Directions for this task
Below are the entries; tally the lines holding the string "down" and give only that figure.

Extracted data entries:
——

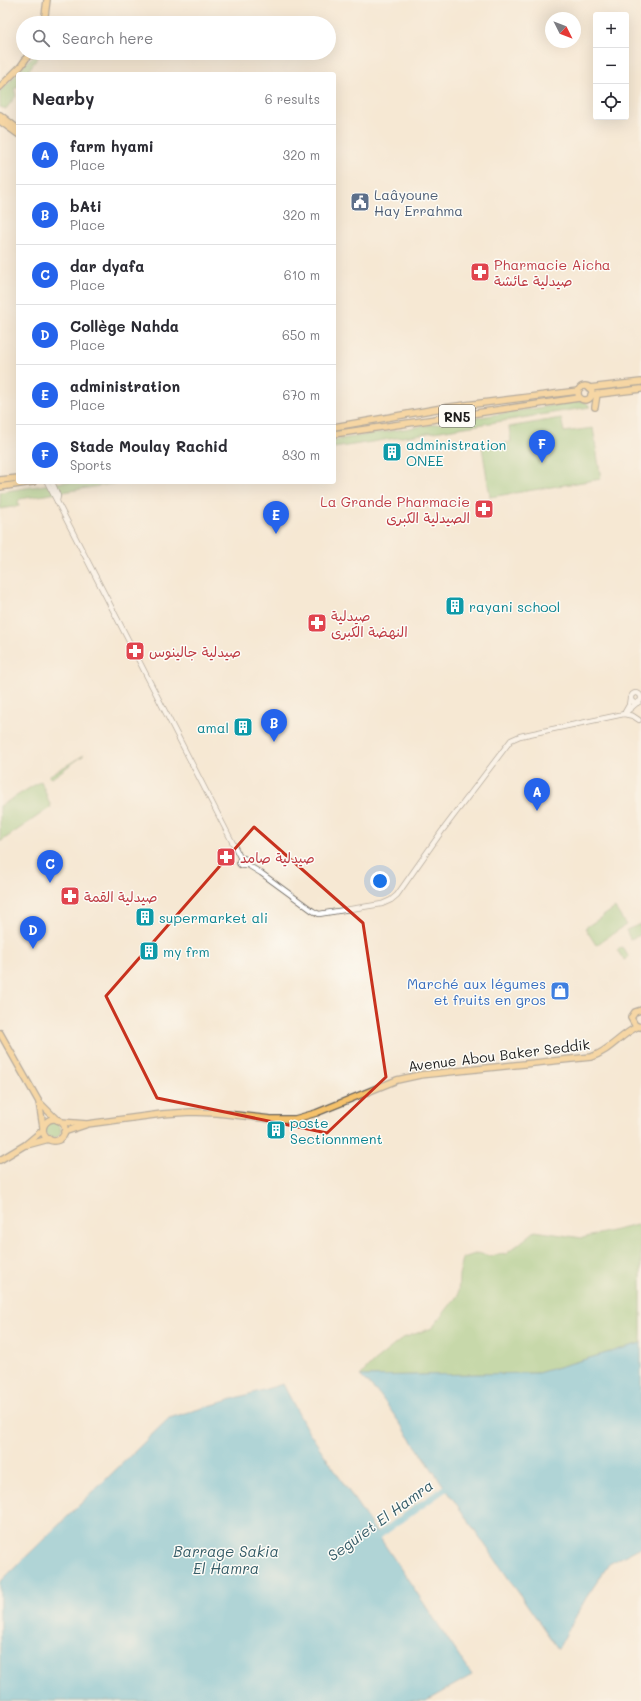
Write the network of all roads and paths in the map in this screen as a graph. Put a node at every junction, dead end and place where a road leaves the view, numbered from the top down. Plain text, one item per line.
1 (46, 0) edge
2 (45, 16) edge
3 (25, 60) edge
4 (0, 87) edge
5 (0, 115) edge
6 (0, 121) edge
7 (16, 127) edge
8 (16, 133) edge
9 (641, 382) edge
10 (589, 388) junction
11 (641, 388) edge
12 (578, 390) junction
13 (594, 394) junction
14 (580, 398) junction
15 (595, 407) dead end
16 (336, 427) edge
17 (336, 434) edge
18 (16, 478) edge
19 (0, 480) edge
20 (20, 484) edge
21 (48, 484) edge
22 (53, 484) edge
23 (0, 487) edge
24 (57, 501) junction
25 (640, 697) edge
26 (630, 698) junction
27 (624, 714) junction
28 (639, 720) dead end
29 (641, 1010) edge
30 (632, 1020) junction
31 (639, 1027) edge
32 (626, 1032) junction
33 (0, 1033) edge
34 (39, 1102) junction
35 (59, 1121) junction
36 (87, 1124) junction
37 (43, 1129) junction
38 (64, 1132) junction
39 (48, 1139) junction
40 (25, 1145) junction
41 (0, 1160) edge

1 - 2 main road
3 - 4 main road
5 - 7 main road
6 - 8 main road
9 - 10 main road, RN5
10 - 12 main road, RN5
10 - 13 main road
11 - 13 main road, RN5
12 - 14 main road
12 - 16 main road, RN5
13 - 14 main road, RN5
13 - 15 main road
14 - 17 main road, RN5
18 - 19 main road
20 - 23 main road
21 - 24 street
22 - 24 street
24 - 27 street
25 - 26 street
25 - 26 street
25 - 27 street
26 - 27 street
27 - 28 street
29 - 30 main road, Avenue Abou Baker Seddik
30 - 31 main road
30 - 32 main road, Avenue Abou Baker Seddik
31 - 32 main road, Avenue Abou Baker Seddik
32 - 36 main road, Avenue Abou Baker Seddik
33 - 34 main road
34 - 35 main road
34 - 37 main road
35 - 36 main road, Avenue Abou Baker Seddik
35 - 37 main road
35 - 38 main road
36 - 38 main road, Avenue Abou Baker Seddik
37 - 39 main road
37 - 40 main road
38 - 39 main road
39 - 40 main road
40 - 41 main road

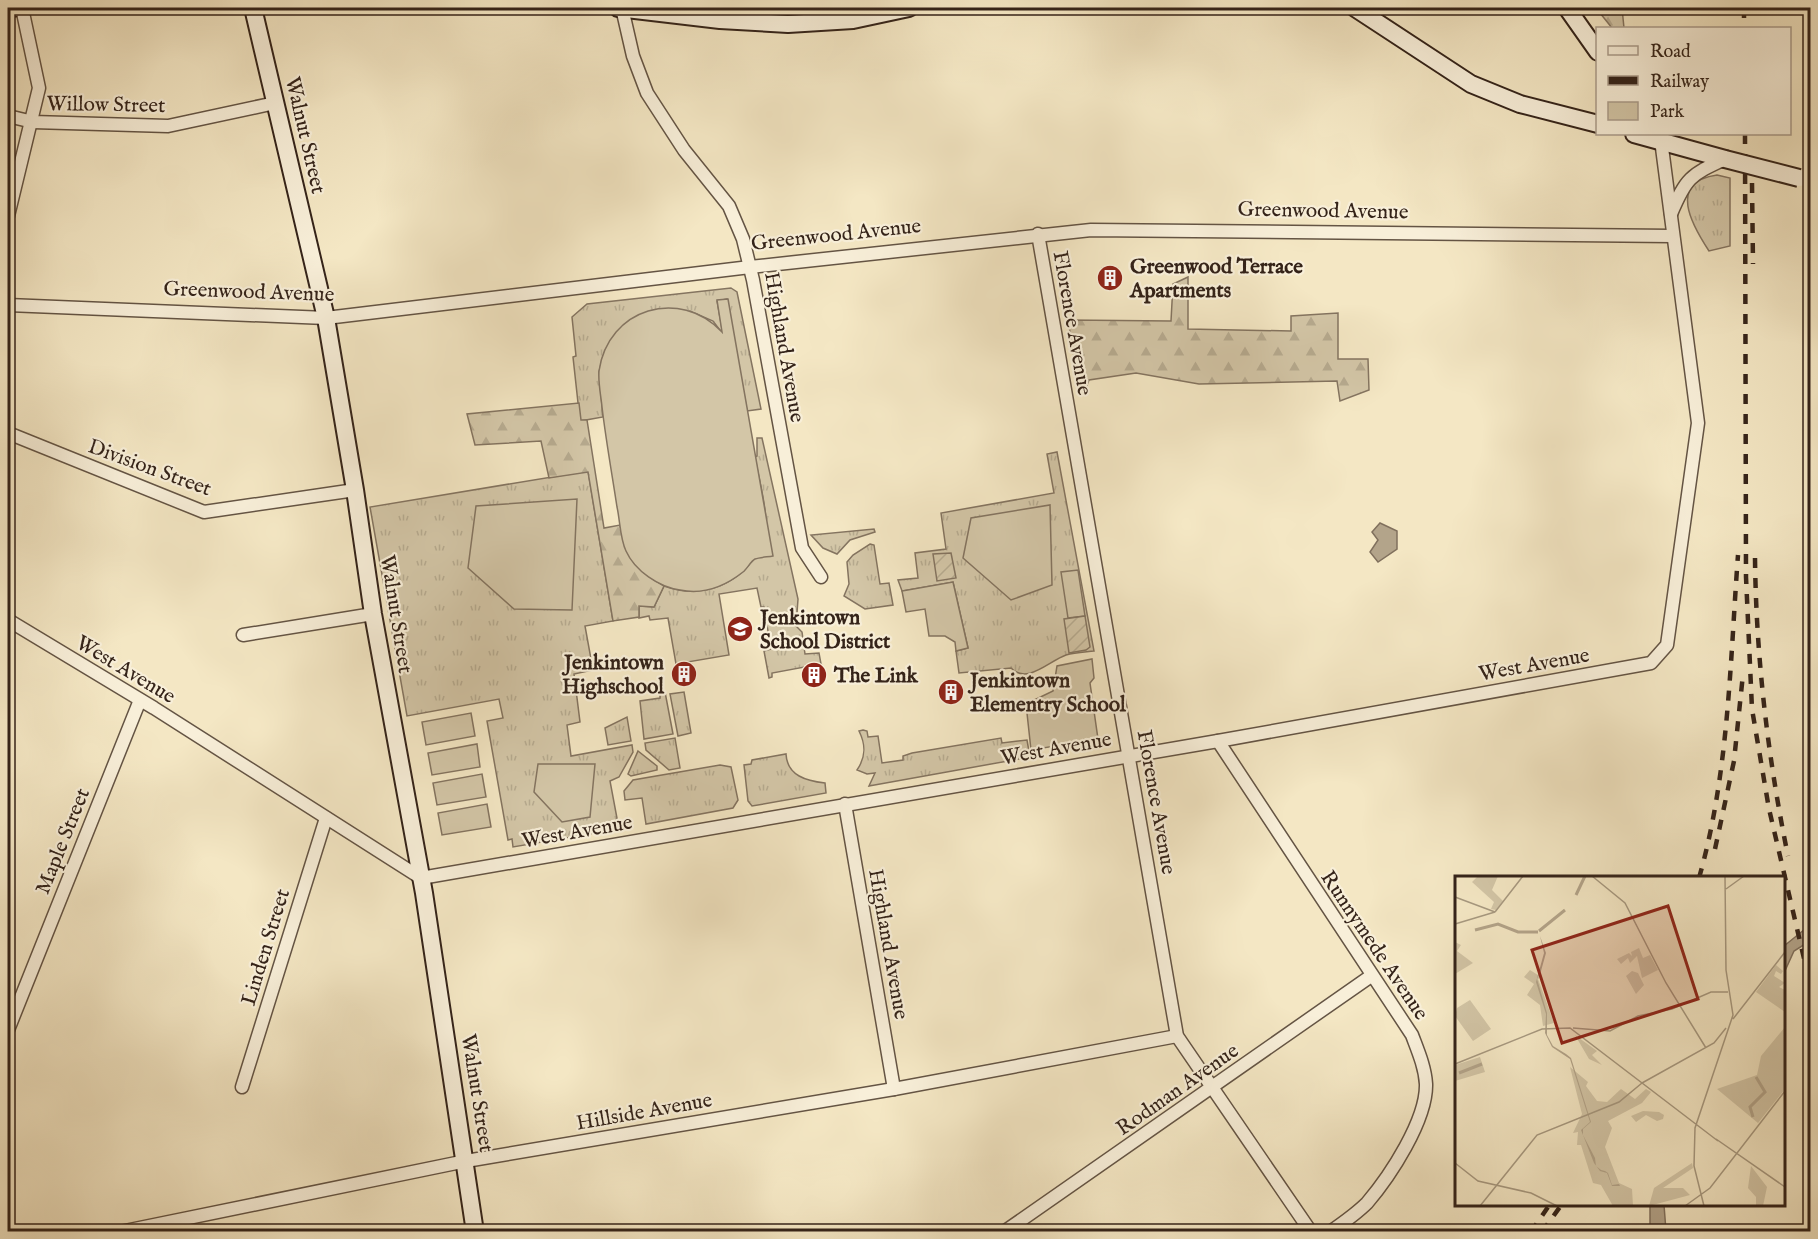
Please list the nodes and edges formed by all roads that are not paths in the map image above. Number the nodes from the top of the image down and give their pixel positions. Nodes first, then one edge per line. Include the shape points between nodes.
1 (8, 8) edge
2 (14, 8) edge
3 (22, 8) edge
4 (253, 8) edge
5 (621, 8) edge
6 (909, 8) edge
7 (1355, 8) edge
8 (1567, 8) edge
9 (1596, 49) edge
10 (275, 103) junction
11 (1596, 109) edge
12 (1564, 114) junction
13 (8, 116) edge
14 (33, 122) junction
15 (1596, 123) edge
16 (1642, 135) edge
17 (1658, 137) edge
18 (1725, 159) junction
19 (1810, 182) edge
20 (1671, 215) junction
21 (8, 216) edge
22 (1038, 234) junction
23 (1672, 236) junction
24 (750, 267) junction
25 (8, 305) edge
26 (326, 318) junction
27 (8, 433) edge
28 (355, 490) junction
29 (821, 577) dead end
30 (373, 614) junction
31 (8, 620) edge
32 (243, 634) dead end
33 (140, 700) junction
34 (1218, 741) junction
35 (1130, 755) junction
36 (845, 804) junction
37 (326, 818) junction
38 (421, 878) junction
39 (1371, 976) junction
40 (8, 1030) edge
41 (1176, 1036) junction
42 (242, 1087) dead end
43 (894, 1089) junction
44 (1213, 1089) junction
45 (466, 1161) junction
46 (120, 1232) edge
47 (475, 1232) edge
48 (1005, 1232) edge
49 (1311, 1232) edge
50 (1330, 1232) edge

1 - 2 street
3 - 14 street via 39,88
4 - 10 street, Walnut Street
5 - 6 street via 788,24 853,20
5 - 24 street, Highland Avenue via 647,93 684,150 729,206
7 - 12 street via 1471,84 1520,104
8 - 9 street
10 - 14 street, Willow Street via 168,126
10 - 26 street, Walnut Street
11 - 12 street via 1587,114
12 - 15 street
13 - 14 street, Willow Street
14 - 21 street
16 - 17 street
17 - 18 street
17 - 20 street, West Avenue
18 - 19 street, bridge
18 - 20 street via 1687,180
20 - 23 street, West Avenue
22 - 23 street, Greenwood Avenue via 1111,230
22 - 24 street, Greenwood Avenue
22 - 35 street, Florence Avenue
23 - 34 street, West Avenue via 1698,423 1667,645 1651,663
24 - 26 street, Greenwood Avenue
24 - 29 street, Highland Avenue via 802,548
25 - 26 street, Greenwood Avenue
26 - 28 street, Walnut Street
27 - 28 street, Division Street via 204,512
28 - 30 street, Walnut Street
30 - 32 street
30 - 38 street, Walnut Street
31 - 33 street, West Avenue
33 - 37 street, West Avenue
33 - 40 street, Maple Street
34 - 35 street, West Avenue
34 - 39 street, Runnymede Avenue
35 - 36 street, West Avenue
35 - 41 street, Florence Avenue
36 - 38 street, West Avenue
36 - 43 street, Highland Avenue
37 - 38 street, West Avenue
37 - 42 street, Linden Street
38 - 45 street, Walnut Street
39 - 44 street, Rodman Avenue
39 - 50 street, Runnymede Avenue via 1412,1035 1426,1084 1423,1111 1410,1140 1367,1203
41 - 43 street, Hillside Avenue
41 - 44 street, Florence Avenue
43 - 45 street, Hillside Avenue
44 - 48 street, Rodman Avenue
44 - 49 street, Florence Avenue
45 - 46 street, Hillside Avenue
45 - 47 street, Walnut Street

——

Solved exercise
2